_Data section_
━━━━━━━━━━━━━━━━
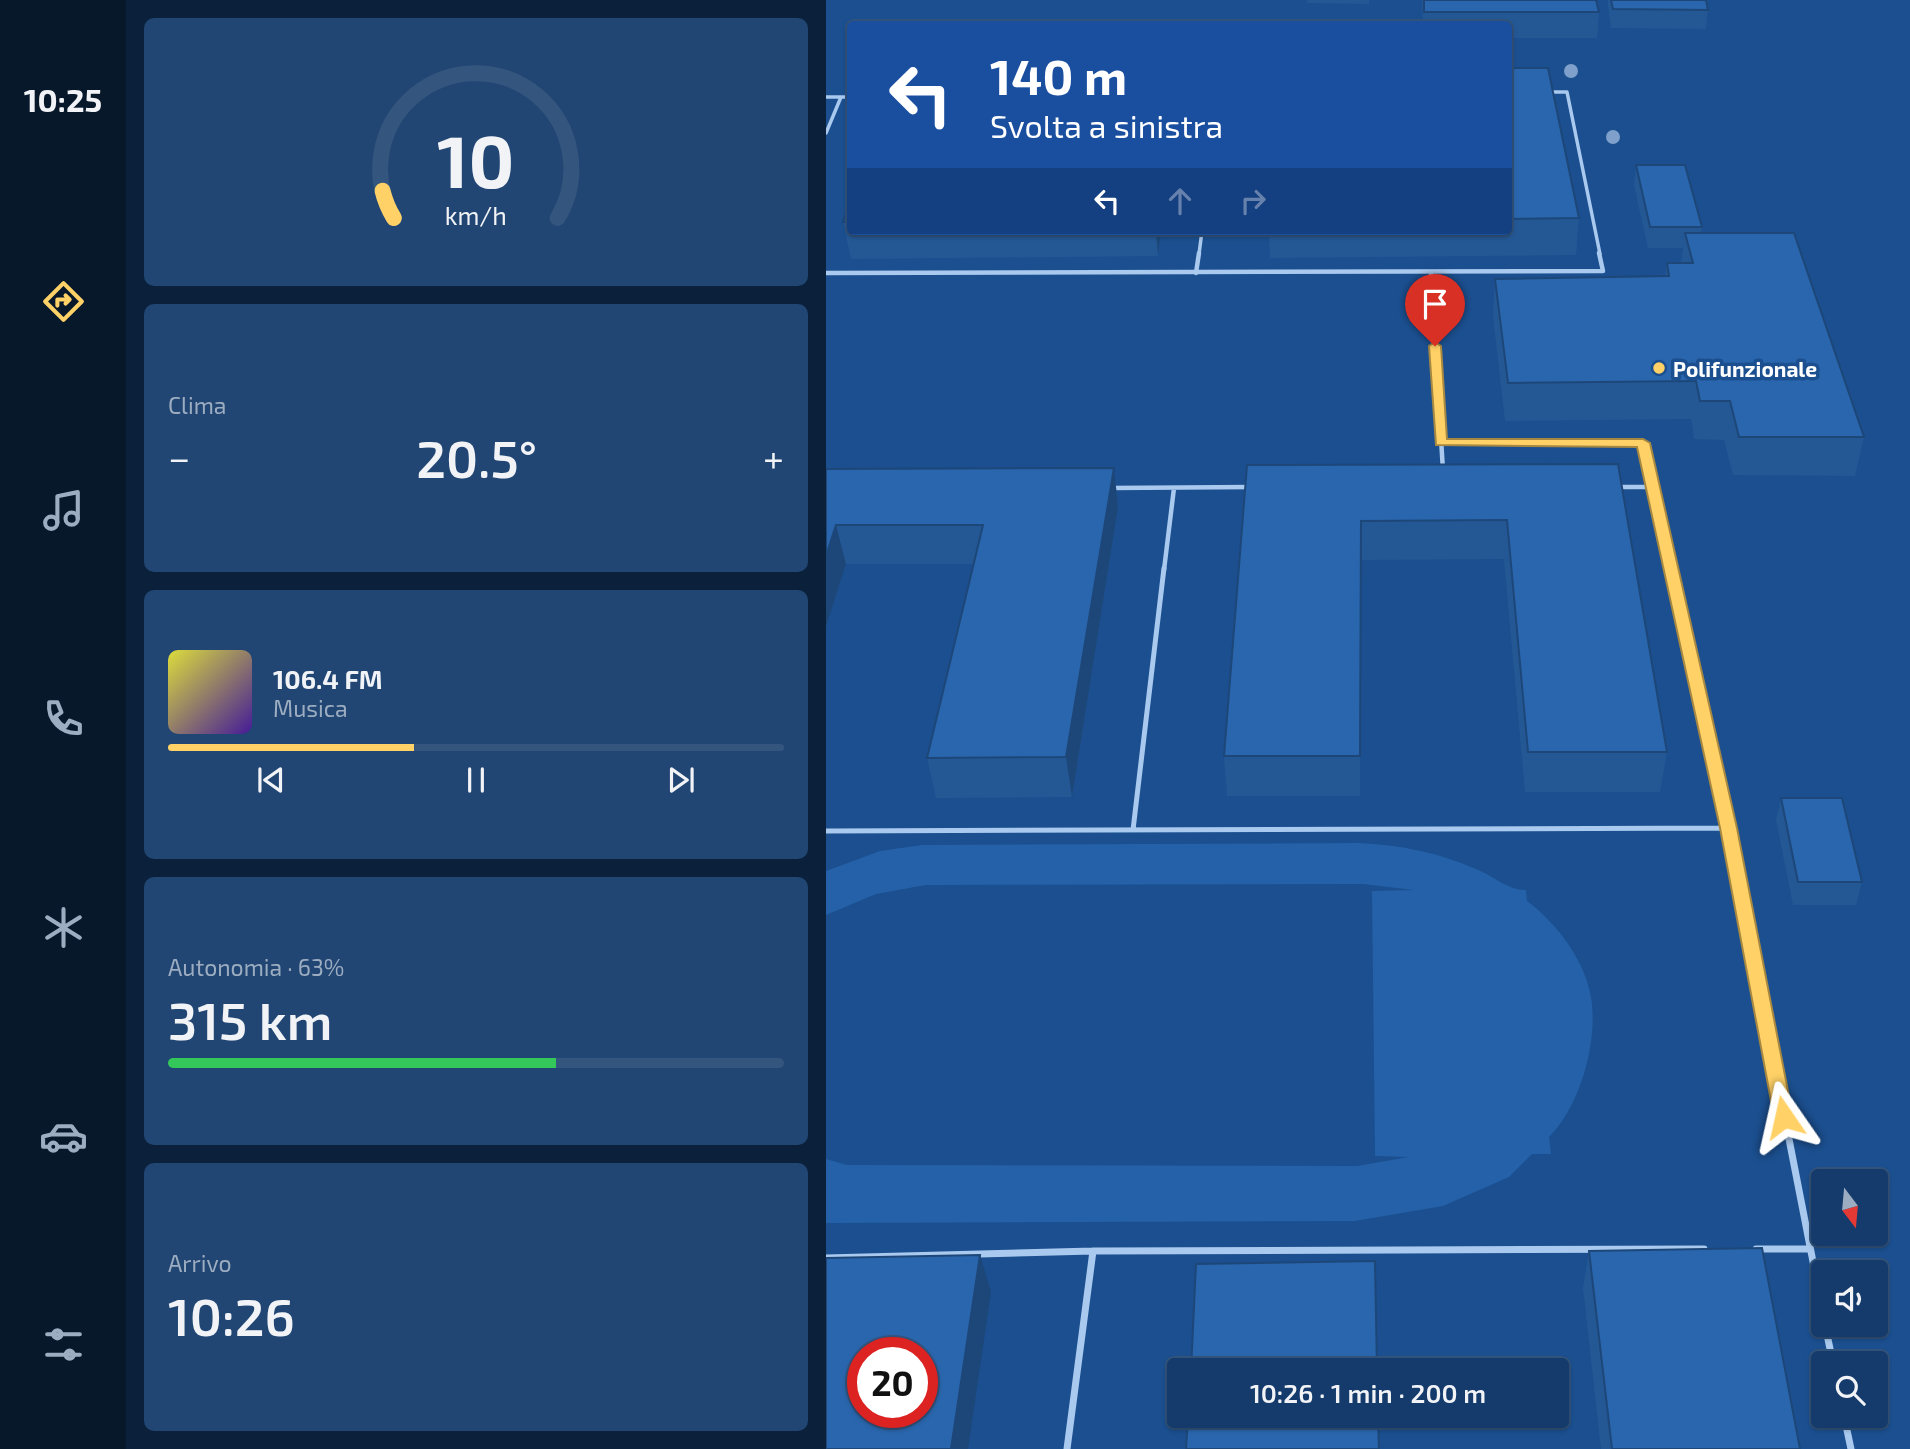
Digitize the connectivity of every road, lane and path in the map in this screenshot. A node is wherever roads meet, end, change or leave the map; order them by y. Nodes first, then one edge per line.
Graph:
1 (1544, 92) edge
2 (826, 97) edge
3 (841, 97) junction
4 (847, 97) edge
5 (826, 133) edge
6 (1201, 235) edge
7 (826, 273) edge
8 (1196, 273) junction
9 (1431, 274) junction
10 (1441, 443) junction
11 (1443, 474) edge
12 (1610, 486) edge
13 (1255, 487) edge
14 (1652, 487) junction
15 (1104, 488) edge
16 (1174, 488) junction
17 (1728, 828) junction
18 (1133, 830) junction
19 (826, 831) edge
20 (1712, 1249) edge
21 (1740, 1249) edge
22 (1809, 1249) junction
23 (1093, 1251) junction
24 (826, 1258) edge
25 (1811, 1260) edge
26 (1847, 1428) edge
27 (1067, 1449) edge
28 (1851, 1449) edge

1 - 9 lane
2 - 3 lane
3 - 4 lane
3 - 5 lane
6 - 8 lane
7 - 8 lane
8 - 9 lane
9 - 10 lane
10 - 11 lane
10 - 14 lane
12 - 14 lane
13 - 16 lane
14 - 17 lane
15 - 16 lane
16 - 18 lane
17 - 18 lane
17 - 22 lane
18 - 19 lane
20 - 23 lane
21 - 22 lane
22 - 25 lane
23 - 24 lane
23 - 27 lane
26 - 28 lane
━━━━━━━━━━━━━━━━
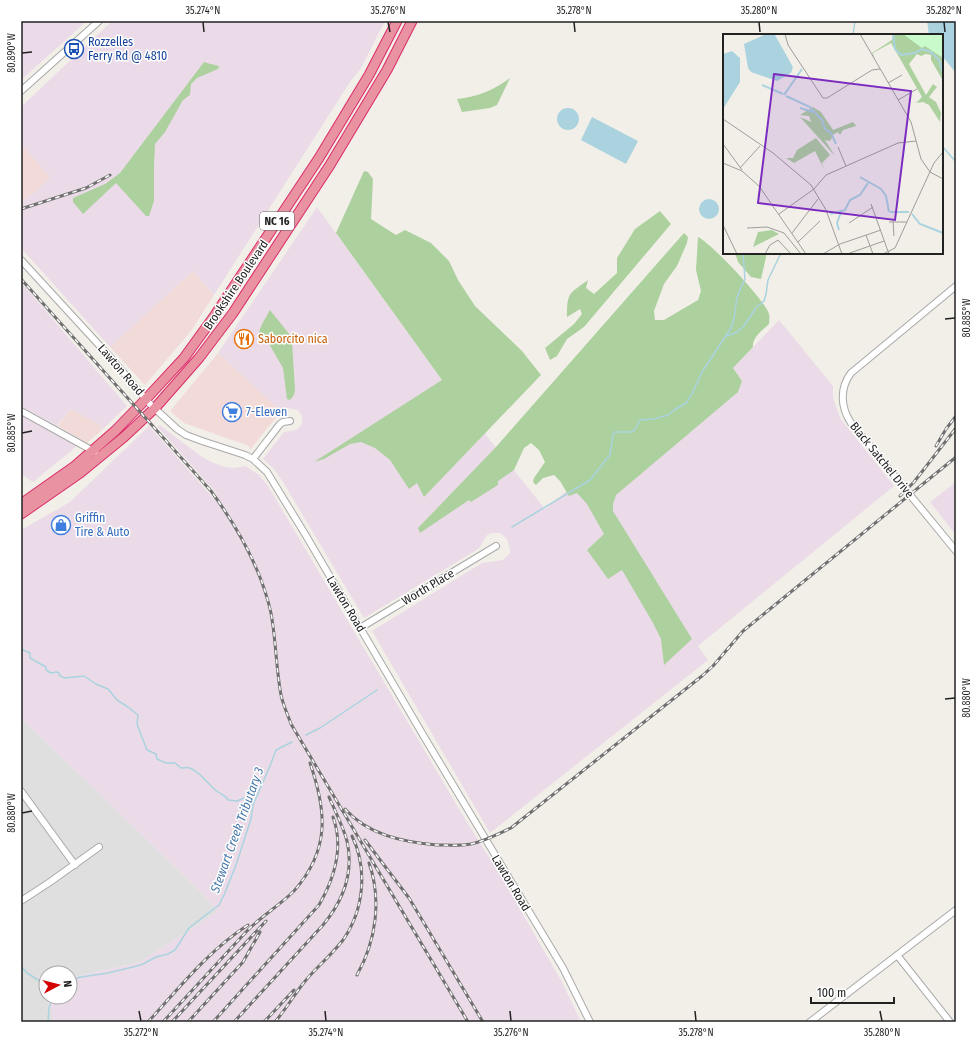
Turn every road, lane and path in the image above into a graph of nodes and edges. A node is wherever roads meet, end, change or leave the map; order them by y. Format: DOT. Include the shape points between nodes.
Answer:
━━━━━━━━━━━━━━━━
_What is needed_
The answer must be every line of the listing that holds the word "road".

_Result for this exercise_
Digitize the connectivity of every road, lane and path in the map in this screenshot. A node is wherever roads meet, end, change or leave the map; order them by y. Nodes first, then one edge per line.
Turn every road, lane and path in the image above into a graph of nodes and edges. A node is wherever roads meet, end, change or leave the map; order them by y. Format: DOT. Include the shape points between nodes.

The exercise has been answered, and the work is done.